Polémiques autour de l'affiche UDC avec la pomme véreuse: débat entre Oscar Freysinger et Céline Vara
Polémiques autour de l'affiche UDC avec la pomme véreuse: débat entre Oscar Freysinger et Céline Vara / Forum / 11 min. / le 19 août 2019
L'UDC a présenté dimanche son affiche de campagne en vue des fédérales, sur laquelle des vers censés figurer les adversaires du parti grignotent une pomme marquée de la croix suisse. L'image divise au sein même de l'UDC.

L'UDC a présenté dimanche, à deux mois des élections fédérales d'octobre, sa nouvelle affiche de campagne. On y voit une pomme censée représenter la Suisse, grignotée par cinq vers portant les couleurs de l'Union européenne et des principaux adversaires politiques de l'UDC -PS, Verts, PLR et PDC. "La gauche et les gentils doivent-ils détruire la Suisse?", interpelle le slogan dans sa version germanophone.

Tandis que le texte en français, légèrement édulcoré, martèle: "Des vers pour notre pomme? Non merci!"

"Cela rappelle des heures très sombres"

Depuis dimanche, l'affiche fait l'objet de critiques acerbes sur les réseaux sociaux alémaniques. Pour certains, l'image est grossière, écoeurante, et témoigne d'un manque d'idées neuves.

D'autres estiment en outre qu'elle présente des similitudes "de très mauvais goût" avec des éléments de propagande nazie. Sur Twitter, plusieurs internautes ont ainsi souligné que, dans les années 1930, l'imagerie du parasite et même spécifiquement de la pomme infestée de vers avait été utilisée dans le but de déshumaniser les juifs.

"Cela rappelle des heures très, très sombres", a ainsi twitté un internaute en réaction à l'affiche de campagne de l'UDC. "Comparer ses adversaires politiques à des animaux, et même à de la vermine, sent très fort la propagande nazie", a renchéri un autre.

"Qui devrait nous prendre au sérieux?"

Des voix critiques se font également entendre dans le monde politique, au sein bien sûr des autres formations, mais aussi jusque dans les rangs de l'UDC. Plusieurs élus cantonaux et nationaux du parti ont ainsi pris position contre ce visuel qu'ils jugent "maladroit", "excessif" et contre-productif. C'est le cas du conseiller national Claudio Zanetti (UDC/ZH) qui l'a étrillé sur Twitter.

"Sur ces images, ce ne sont ni la gauche, ni les gentils que l'on voit. C'est de la vermine qu'on éradique. Qu'attendez-vous de ces images indescriptibles? Qui devrait nous prendre au sérieux?"
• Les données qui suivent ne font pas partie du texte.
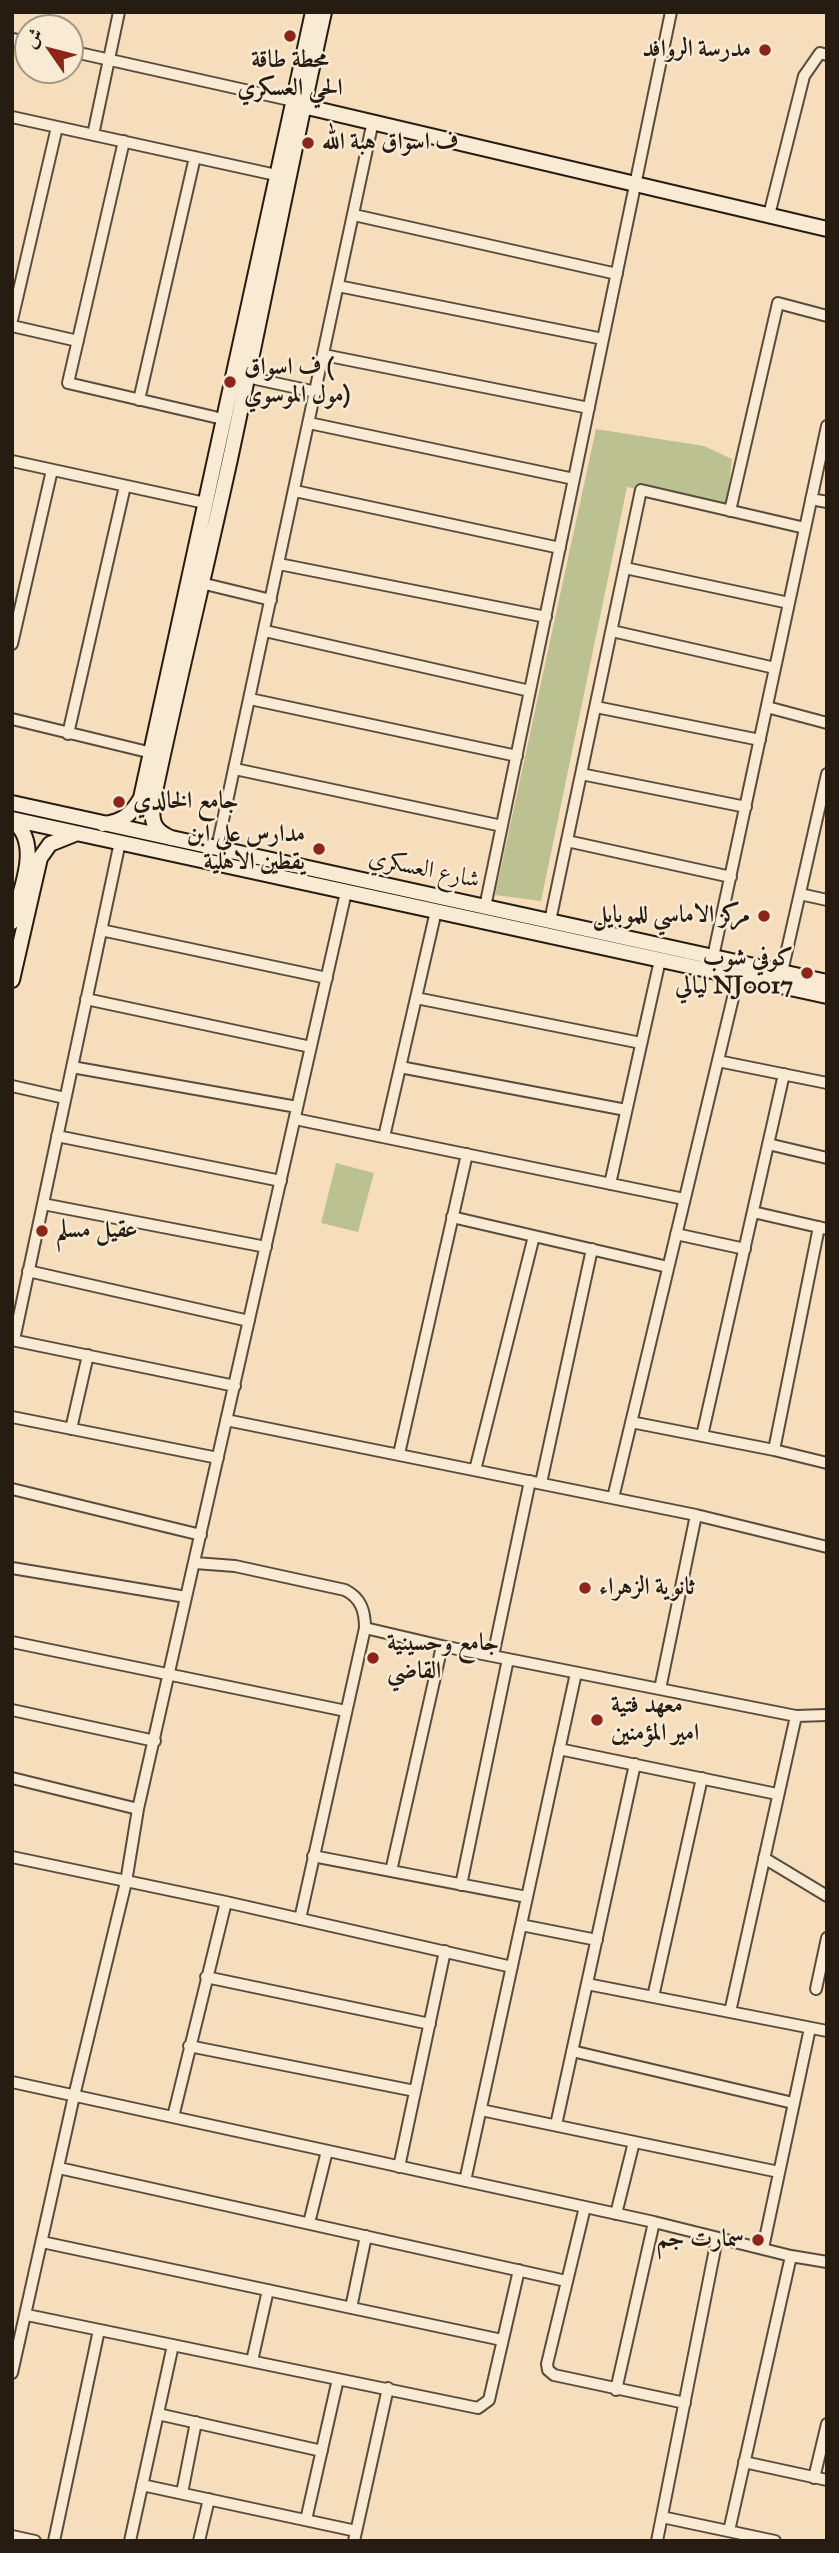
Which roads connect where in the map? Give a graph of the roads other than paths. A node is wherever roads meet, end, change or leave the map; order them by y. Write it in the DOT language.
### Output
graph roads {
  1 [pos="119,12"];
  2 [pos="313,12"];
  3 [pos="324,12"];
  4 [pos="671,12"];
  5 [pos="84,54"];
  6 [pos="827,55"];
  7 [pos="109,59"];
  8 [pos="298,104"];
  9 [pos="12,117"];
  10 [pos="373,121"];
  11 [pos="57,127"];
  12 [pos="93,135"];
  13 [pos="124,141"];
  14 [pos="195,157"];
  15 [pos="276,174"];
  16 [pos="635,184"];
  17 [pos="354,215"];
  18 [pos="769,215"];
  19 [pos="827,229"];
  20 [pos="617,274"];
  21 [pos="338,286"];
  22 [pos="827,316"];
  23 [pos="12,320"];
  24 [pos="251,323"];
  25 [pos="12,326"];
  26 [pos="603,339"];
  27 [pos="78,341"];
  28 [pos="246,346"];
  29 [pos="324,355"];
  30 [pos="247,377"];
  31 [pos="316,392"];
  32 [pos="139,400"];
  33 [pos="589,408"];
  34 [pos="223,419"];
  35 [pos="309,423"];
  36 [pos="827,426"];
  37 [pos="12,461"];
  38 [pos="52,470"];
  39 [pos="574,479"];
  40 [pos="125,486"];
  41 [pos="295,491"];
  42 [pos="811,499"];
  43 [pos="827,502"];
  44 [pos="205,503"];
  45 [pos="730,511"];
  46 [pos="805,528"];
  47 [pos="560,548"];
  48 [pos="279,564"];
  49 [pos="625,568"];
  50 [pos="201,583"];
  51 [pos="271,600"];
  52 [pos="789,603"];
  53 [pos="545,617"];
  54 [pos="265,631"];
  55 [pos="612,631"];
  56 [pos="12,644"];
  57 [pos="775,668"];
  58 [pos="530,691"];
  59 [pos="250,699"];
  60 [pos="596,707"];
  61 [pos="767,708"];
  62 [pos="12,719"];
  63 [pos="827,723"];
  64 [pos="68,734"];
  65 [pos="760,740"];
  66 [pos="152,753"];
  67 [pos="517,756"];
  68 [pos="235,769"];
  69 [pos="581,774"];
  70 [pos="827,774"];
  71 [pos="147,800"];
  72 [pos="12,803"];
  73 [pos="746,807"];
  74 [pos="12,819"];
  75 [pos="103,824"];
  76 [pos="502,826"];
  77 [pos="821,827"];
  78 [pos="77,833"];
  79 [pos="171,838"];
  80 [pos="568,841"];
  81 [pos="120,842"];
  82 [pos="217,848"];
  83 [pos="271,868"];
  84 [pos="300,874"];
  85 [pos="731,877"];
  86 [pos="346,892"];
  87 [pos="800,894"];
  88 [pos="827,900"];
  89 [pos="485,906"];
  90 [pos="436,911"];
  91 [pos="550,921"];
  92 [pos="12,922"];
  93 [pos="101,930"];
  94 [pos="713,957"];
  95 [pos="660,960"];
  96 [pos="782,972"];
  97 [pos="738,977"];
  98 [pos="327,978"];
  99 [pos="12,980"];
  100 [pos="827,982"];
  101 [pos="827,996"];
  102 [pos="416,998"];
  103 [pos="86,999"];
  104 [pos="641,1043"];
  105 [pos="311,1047"];
  106 [pos="718,1061"];
  107 [pos="72,1067"];
  108 [pos="400,1067"];
  109 [pos="784,1074"];
  110 [pos="827,1083"];
  111 [pos="12,1086"];
  112 [pos="65,1097"];
  113 [pos="298,1107"];
  114 [pos="626,1110"];
  115 [pos="295,1119"];
  116 [pos="57,1136"];
  117 [pos="384,1137"];
  118 [pos="768,1144"];
  119 [pos="467,1154"];
  120 [pos="827,1157"];
  121 [pos="281,1181"];
  122 [pos="610,1184"];
  123 [pos="684,1199"];
  124 [pos="43,1204"];
  125 [pos="753,1212"];
  126 [pos="453,1217"];
  127 [pos="823,1228"];
  128 [pos="676,1234"];
  129 [pos="534,1236"];
  130 [pos="266,1247"];
  131 [pos="592,1249"];
  132 [pos="745,1249"];
  133 [pos="668,1267"];
  134 [pos="28,1272"];
  135 [pos="249,1321"];
  136 [pos="13,1340"];
  137 [pos="88,1355"];
  138 [pos="235,1386"];
  139 [pos="12,1417"];
  140 [pos="226,1420"];
  141 [pos="631,1422"];
  142 [pos="71,1429"];
  143 [pos="702,1436"];
  144 [pos="774,1450"];
  145 [pos="399,1454"];
  146 [pos="218,1458"];
  147 [pos="827,1463"];
  148 [pos="475,1470"];
  149 [pos="536,1482"];
  150 [pos="12,1489"];
  151 [pos="613,1498"];
  152 [pos="696,1515"];
  153 [pos="201,1535"];
  154 [pos="827,1547"];
  155 [pos="195,1563"];
  156 [pos="12,1568"];
  157 [pos="186,1597"];
  158 [pos="365,1628"];
  159 [pos="12,1642"];
  160 [pos="442,1646"];
  161 [pos="492,1656"];
  162 [pos="508,1659"];
  163 [pos="576,1672"];
  164 [pos="170,1674"];
  165 [pos="660,1689"];
  166 [pos="12,1710"];
  167 [pos="346,1711"];
  168 [pos="827,1715"];
  169 [pos="796,1716"];
  170 [pos="155,1741"];
  171 [pos="559,1749"];
  172 [pos="635,1764"];
  173 [pos="12,1778"];
  174 [pos="702,1778"];
  175 [pos="777,1794"];
  176 [pos="138,1809"];
  177 [pos="313,1856"];
  178 [pos="12,1857"];
  179 [pos="764,1858"];
  180 [pos="391,1871"];
  181 [pos="126,1882"];
  182 [pos="461,1885"];
  183 [pos="827,1896"];
  184 [pos="527,1897"];
  185 [pos="226,1902"];
  186 [pos="300,1919"];
  187 [pos="521,1925"];
  188 [pos="827,1938"];
  189 [pos="597,1940"];
  190 [pos="446,1951"];
  191 [pos="512,1967"];
  192 [pos="206,1978"];
  193 [pos="587,1984"];
  194 [pos="816,1989"];
  195 [pos="653,1997"];
  196 [pos="730,2012"];
  197 [pos="430,2024"];
  198 [pos="810,2028"];
  199 [pos="827,2031"];
  200 [pos="189,2046"];
  201 [pos="572,2050"];
  202 [pos="12,2082"];
  203 [pos="415,2091"];
  204 [pos="75,2096"];
  205 [pos="793,2104"];
  206 [pos="481,2110"];
  207 [pos="173,2117"];
  208 [pos="556,2125"];
  209 [pos="634,2142"];
  210 [pos="327,2151"];
  211 [pos="399,2167"];
  212 [pos="59,2168"];
  213 [pos="779,2172"];
  214 [pos="465,2181"];
  215 [pos="585,2207"];
  216 [pos="616,2214"];
  217 [pos="654,2222"];
  218 [pos="309,2223"];
  219 [pos="366,2236"];
  220 [pos="718,2239"];
  221 [pos="42,2242"];
  222 [pos="763,2248"];
  223 [pos="791,2256"];
  224 [pos="827,2262"];
  225 [pos="519,2270"];
  226 [pos="566,2281"];
  227 [pos="268,2290"];
  228 [pos="351,2308"];
  229 [pos="27,2315"];
  230 [pos="99,2330"];
  231 [pos="17,2333"];
  232 [pos="502,2340"];
  233 [pos="173,2345"];
  234 [pos="252,2361"];
  235 [pos="12,2373"];
  236 [pos="338,2379"];
  237 [pos="388,2388"];
  238 [pos="616,2390"];
  239 [pos="685,2403"];
  240 [pos="158,2414"];
  241 [pos="196,2422"];
  242 [pos="827,2424"];
  243 [pos="322,2451"];
  244 [pos="744,2462"];
  245 [pos="814,2477"];
  246 [pos="827,2480"];
  247 [pos="142,2485"];
  248 [pos="182,2493"];
  249 [pos="209,2499"];
  250 [pos="662,2517"];
  251 [pos="306,2520"];
  252 [pos="729,2531"];
  253 [pos="12,2536"];
  254 [pos="355,2536"];
  255 [pos="35,2541"];
  256 [pos="54,2541"];
  257 [pos="130,2541"];
  258 [pos="199,2541"];
  259 [pos="657,2541"];
  260 [pos="775,2541"];
  1 -- 7 [label="street"];
  2 -- 8 [label="street"];
  3 -- 8 [label="street"];
  4 -- 16 [label="street"];
  5 -- 7 [label="street"];
  6 -- 18 [label="street"];
  7 -- 8 [label="street"];
  7 -- 12 [label="street"];
  8 -- 10 [label="street"];
  8 -- 15 [label="street"];
  8 -- 24 [label="street"];
  9 -- 11 [label="street"];
  10 -- 16 [label="street"];
  10 -- 17 [label="street"];
  11 -- 12 [label="street"];
  11 -- 23 [label="street"];
  12 -- 13 [label="street"];
  13 -- 14 [label="street"];
  13 -- 27 [label="street"];
  14 -- 15 [label="street"];
  14 -- 32 [label="street"];
  15 -- 24 [label="street"];
  16 -- 18 [label="street"];
  16 -- 20 [label="street"];
  17 -- 20 [label="street"];
  17 -- 21 [label="street"];
  18 -- 19 [label="street"];
  20 -- 26 [label="street"];
  21 -- 26 [label="street"];
  21 -- 29 [label="street"];
  22 -- 45 [label="street"];
  24 -- 28 [label="street"];
  25 -- 27 [label="street"];
  26 -- 33 [label="street"];
  27 -- 32 [label="street"];
  28 -- 30 [label="street"];
  28 -- 34 [label="street"];
  29 -- 31 [label="street"];
  29 -- 33 [label="street"];
  30 -- 31 [label="street"];
  30 -- 50 [label="street"];
  31 -- 35 [label="street"];
  32 -- 34 [label="street"];
  33 -- 39 [label="street"];
  34 -- 44 [label="street"];
  35 -- 39 [label="street"];
  35 -- 41 [label="street"];
  36 -- 42 [label="street"];
  37 -- 38 [label="street"];
  38 -- 40 [label="street"];
  38 -- 56 [label="street"];
  39 -- 47 [label="street"];
  40 -- 44 [label="street"];
  40 -- 64 [label="street"];
  41 -- 47 [label="street"];
  41 -- 48 [label="street"];
  42 -- 43 [label="street"];
  42 -- 46 [label="street"];
  44 -- 66 [label="street"];
  45 -- 46 [label="street"];
  45 -- 49 [label="street"];
  46 -- 52 [label="street"];
  47 -- 53 [label="street"];
  48 -- 51 [label="street"];
  48 -- 53 [label="street"];
  49 -- 52 [label="street"];
  49 -- 55 [label="street"];
  50 -- 51 [label="street"];
  50 -- 71 [label="street"];
  51 -- 54 [label="street"];
  52 -- 57 [label="street"];
  53 -- 58 [label="street"];
  54 -- 58 [label="street"];
  54 -- 59 [label="street"];
  55 -- 57 [label="street"];
  55 -- 60 [label="street"];
  57 -- 61 [label="street"];
  58 -- 67 [label="street"];
  59 -- 67 [label="street"];
  59 -- 68 [label="street"];
  60 -- 65 [label="street"];
  60 -- 69 [label="street"];
  61 -- 63 [label="street"];
  61 -- 65 [label="street"];
  62 -- 64 [label="street"];
  64 -- 66 [label="street"];
  65 -- 73 [label="street"];
  66 -- 71 [label="street"];
  67 -- 76 [label="street"];
  68 -- 76 [label="street"];
  68 -- 82 [label="street"];
  69 -- 73 [label="street"];
  69 -- 80 [label="street"];
  70 -- 77 [label="street"];
  71 -- 75 [label="street"];
  71 -- 79 [label="street"];
  72 -- 75 [label="street, شارع العسكري"];
  73 -- 85 [label="street"];
  74 -- 78 [label="street, شارع العسكري"];
  74 -- 92 [label="street"];
  75 -- 79 [label="street, شارع العسكري"];
  76 -- 89 [label="street"];
  77 -- 87 [label="street"];
  78 -- 81 [label="street, شارع العسكري"];
  78 -- 99 [label="street"];
  79 -- 82 [label="street, شارع العسكري"];
  80 -- 85 [label="street"];
  80 -- 91 [label="street"];
  81 -- 83 [label="street, شارع العسكري"];
  81 -- 93 [label="street"];
  82 -- 83 [label="street, شارع العسكري"];
  83 -- 84 [label="street, شارع العسكري"];
  84 -- 86 [label="street, شارع العسكري"];
  84 -- 89 [label="street, شارع العسكري"];
  85 -- 94 [label="street"];
  86 -- 90 [label="street, شارع العسكري"];
  86 -- 98 [label="street"];
  87 -- 88 [label="street"];
  87 -- 96 [label="street"];
  89 -- 91 [label="street, شارع العسكري"];
  90 -- 95 [label="street, شارع العسكري"];
  90 -- 102 [label="street"];
  91 -- 94 [label="street, شارع العسكري"];
  93 -- 98 [label="street"];
  93 -- 103 [label="street"];
  94 -- 96 [label="street, شارع العسكري"];
  95 -- 97 [label="street, شارع العسكري"];
  95 -- 104 [label="street"];
  96 -- 100 [label="street, شارع العسكري"];
  97 -- 101 [label="street, شارع العسكري"];
  97 -- 106 [label="street"];
  98 -- 105 [label="street"];
  102 -- 104 [label="street"];
  102 -- 108 [label="street"];
  103 -- 105 [label="street"];
  103 -- 107 [label="street"];
  104 -- 114 [label="street"];
  105 -- 113 [label="street"];
  106 -- 109 [label="street"];
  106 -- 123 [label="street"];
  107 -- 112 [label="street"];
  107 -- 113 [label="street"];
  108 -- 114 [label="street"];
  108 -- 117 [label="street"];
  109 -- 110 [label="street"];
  109 -- 118 [label="street"];
  111 -- 112 [label="street"];
  112 -- 116 [label="street"];
  113 -- 115 [label="street"];
  114 -- 122 [label="street"];
  115 -- 117 [label="street"];
  115 -- 121 [label="street"];
  116 -- 121 [label="street"];
  116 -- 124 [label="street"];
  117 -- 119 [label="street"];
  118 -- 120 [label="street"];
  118 -- 125 [label="street"];
  119 -- 122 [label="street"];
  119 -- 126 [label="street"];
  121 -- 130 [label="street"];
  122 -- 123 [label="street"];
  123 -- 128 [label="street"];
  124 -- 130 [label="street"];
  124 -- 134 [label="street"];
  125 -- 127 [label="street"];
  125 -- 132 [label="street"];
  126 -- 129 [label="street"];
  126 -- 145 [label="street"];
  127 -- 144 [label="street"];
  128 -- 132 [label="street"];
  128 -- 133 [label="street"];
  129 -- 131 [label="street"];
  129 -- 148 [label="street"];
  130 -- 135 [label="street"];
  131 -- 133 [label="street"];
  131 -- 149 [label="street"];
  132 -- 143 [label="street"];
  133 -- 141 [label="street"];
  134 -- 135 [label="street"];
  134 -- 136 [label="street"];
  135 -- 138 [label="street"];
  136 -- 137 [label="street"];
  137 -- 138 [label="street"];
  137 -- 142 [label="street"];
  138 -- 140 [label="street"];
  139 -- 142 [label="street"];
  140 -- 145 [label="street"];
  140 -- 146 [label="street"];
  141 -- 143 [label="street"];
  141 -- 151 [label="street"];
  142 -- 146 [label="street"];
  143 -- 144 [label="street"];
  144 -- 147 [label="street"];
  145 -- 148 [label="street"];
  146 -- 153 [label="street"];
  148 -- 149 [label="street"];
  149 -- 151 [label="street"];
  149 -- 161 [label="street"];
  150 -- 153 [label="street"];
  151 -- 152 [label="street"];
  152 -- 154 [label="street"];
  152 -- 165 [label="street"];
  153 -- 155 [label="street"];
  155 -- 157 [label="street"];
  155 -- 158 [label="street"];
  156 -- 157 [label="street"];
  157 -- 164 [label="street"];
  158 -- 160 [label="street"];
  158 -- 167 [label="street"];
  159 -- 164 [label="street"];
  160 -- 161 [label="street"];
  160 -- 180 [label="street"];
  161 -- 162 [label="street"];
  162 -- 163 [label="street"];
  162 -- 182 [label="street"];
  163 -- 165 [label="street"];
  163 -- 171 [label="street"];
  164 -- 167 [label="street"];
  164 -- 170 [label="street"];
  165 -- 169 [label="street"];
  166 -- 170 [label="street"];
  167 -- 177 [label="street"];
  168 -- 169 [label="street"];
  169 -- 175 [label="street"];
  170 -- 176 [label="street"];
  171 -- 172 [label="street"];
  171 -- 184 [label="street"];
  172 -- 174 [label="street"];
  172 -- 189 [label="street"];
  173 -- 176 [label="street"];
  174 -- 175 [label="street"];
  174 -- 195 [label="street"];
  175 -- 179 [label="street"];
  176 -- 181 [label="street"];
  177 -- 180 [label="street"];
  177 -- 186 [label="street"];
  178 -- 181 [label="street"];
  179 -- 183 [label="street"];
  179 -- 196 [label="street"];
  180 -- 182 [label="street"];
  181 -- 185 [label="street"];
  181 -- 204 [label="street"];
  182 -- 184 [label="street"];
  184 -- 187 [label="street"];
  185 -- 186 [label="street"];
  185 -- 192 [label="street"];
  186 -- 190 [label="street"];
  187 -- 189 [label="street"];
  187 -- 191 [label="street"];
  188 -- 194 [label="street"];
  189 -- 193 [label="street"];
  190 -- 191 [label="street"];
  190 -- 197 [label="street"];
  191 -- 206 [label="street"];
  192 -- 197 [label="street"];
  192 -- 200 [label="street"];
  193 -- 195 [label="street"];
  193 -- 201 [label="street"];
  195 -- 196 [label="street"];
  196 -- 198 [label="street"];
  197 -- 203 [label="street"];
  198 -- 199 [label="street"];
  198 -- 205 [label="street"];
  200 -- 203 [label="street"];
  200 -- 207 [label="street"];
  201 -- 205 [label="street"];
  201 -- 208 [label="street"];
  202 -- 204 [label="street"];
  203 -- 211 [label="street"];
  204 -- 207 [label="street"];
  204 -- 212 [label="street"];
  205 -- 213 [label="street"];
  206 -- 208 [label="street"];
  206 -- 214 [label="street"];
  207 -- 210 [label="street"];
  208 -- 209 [label="street"];
  209 -- 213 [label="street"];
  209 -- 216 [label="street"];
  210 -- 211 [label="street"];
  210 -- 218 [label="street"];
  211 -- 214 [label="street"];
  212 -- 218 [label="street"];
  212 -- 221 [label="street"];
  213 -- 222 [label="street"];
  214 -- 215 [label="street"];
  215 -- 216 [label="street"];
  215 -- 226 [label="street"];
  216 -- 217 [label="street"];
  217 -- 220 [label="street"];
  217 -- 238 [label="street"];
  218 -- 219 [label="street"];
  219 -- 225 [label="street"];
  219 -- 228 [label="street"];
  220 -- 222 [label="street"];
  220 -- 239 [label="street"];
  221 -- 227 [label="street"];
  221 -- 229 [label="street"];
  222 -- 223 [label="street"];
  223 -- 224 [label="street"];
  223 -- 244 [label="street"];
  225 -- 226 [label="street"];
  225 -- 232 [label="street"];
  226 -- 238 [label="street"];
  227 -- 228 [label="street"];
  227 -- 234 [label="street"];
  228 -- 232 [label="street"];
  229 -- 230 [label="street"];
  229 -- 231 [label="street"];
  230 -- 233 [label="street"];
  230 -- 256 [label="street"];
  231 -- 235 [label="street"];
  232 -- 237 [label="street"];
  233 -- 234 [label="street"];
  233 -- 240 [label="street"];
  234 -- 236 [label="street"];
  236 -- 237 [label="street"];
  236 -- 243 [label="street"];
  237 -- 254 [label="street"];
  238 -- 239 [label="street"];
  239 -- 250 [label="street"];
  240 -- 241 [label="street"];
  240 -- 247 [label="street"];
  241 -- 243 [label="street"];
  241 -- 248 [label="street"];
  242 -- 245 [label="street"];
  243 -- 251 [label="street"];
  244 -- 245 [label="street"];
  244 -- 252 [label="street"];
  245 -- 246 [label="street"];
  247 -- 248 [label="street"];
  247 -- 257 [label="street"];
  248 -- 249 [label="street"];
  249 -- 251 [label="street"];
  249 -- 258 [label="street"];
  250 -- 252 [label="street"];
  250 -- 259 [label="street"];
  251 -- 254 [label="street"];
  252 -- 260 [label="street"];
  253 -- 255 [label="street"];
}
Interrogé par le site Nau.ch, le conseiller national Thomas Hurter (UDC/SH) a déclaré la trouver "à côté de la plaque et insensible". La "médisance pure" à l'égard des adversaires politiques ne correspond "pas à notre style helvétique", a estimé l'élu, ajoutant que le message était incompréhensible.

L'ancien président de l'UDC schaffhousoise Pentti Aellig a quant à lui directement interpellé le président du parti Albert Rösti.

"Cher Albert, à Schaffhouse, 35% de l'électorat vote pour l'UDC car nous nous abstenons de recourir à ce genre d'affiches. Pensez à toutes les commissions supra-partisanes et aux apparentements de listes - et stoppez cette campagne."

Côté romand, les élus fédéraux UDC contactés lundi par la RTS ont semblé globalement moins critiques, à l'exception du conseiller national Jean Pierre Grin, qui a dit trouver le message "un peu choquant". Le Vaudois estime que l'affiche de campagne devrait plutôt délivrer un message positif.

La "belle pomme" suisse "évidée"

Interrogé dimanche dans le Sonntagsblick, le président du parti Albert Rösti a défendu la campagne en soutenant qu'elle avait pour but de mettre en évidence les menaces qui pèsent sur le pays, en particulier "l'accord-cadre avec l'UE" et "les excès du débat sur le climat": pour lui, "la belle pomme suisse est en train d'être évidée".

Le conseiller national UDC bernois Werner Salzmann a pour sa part avancé dans le Tages-Anzeiger que la controverse résultait d'une mauvaise interprétation de l'image des vers: selon lui, il ne s'agirait pas de vermine, mais d'"êtres vivants qui appartiennent au cycle de la nature".

Ce n'est pas la première fois que des supports de campagne de l'UDC défraient la chronique. En 2007, le visuel des moutons noirs avait fait l'objet d'un vaste débat. En 2009, c'est l'affiche anti-minarets qui avait été interdite de placardage dans plusieurs villes suisses.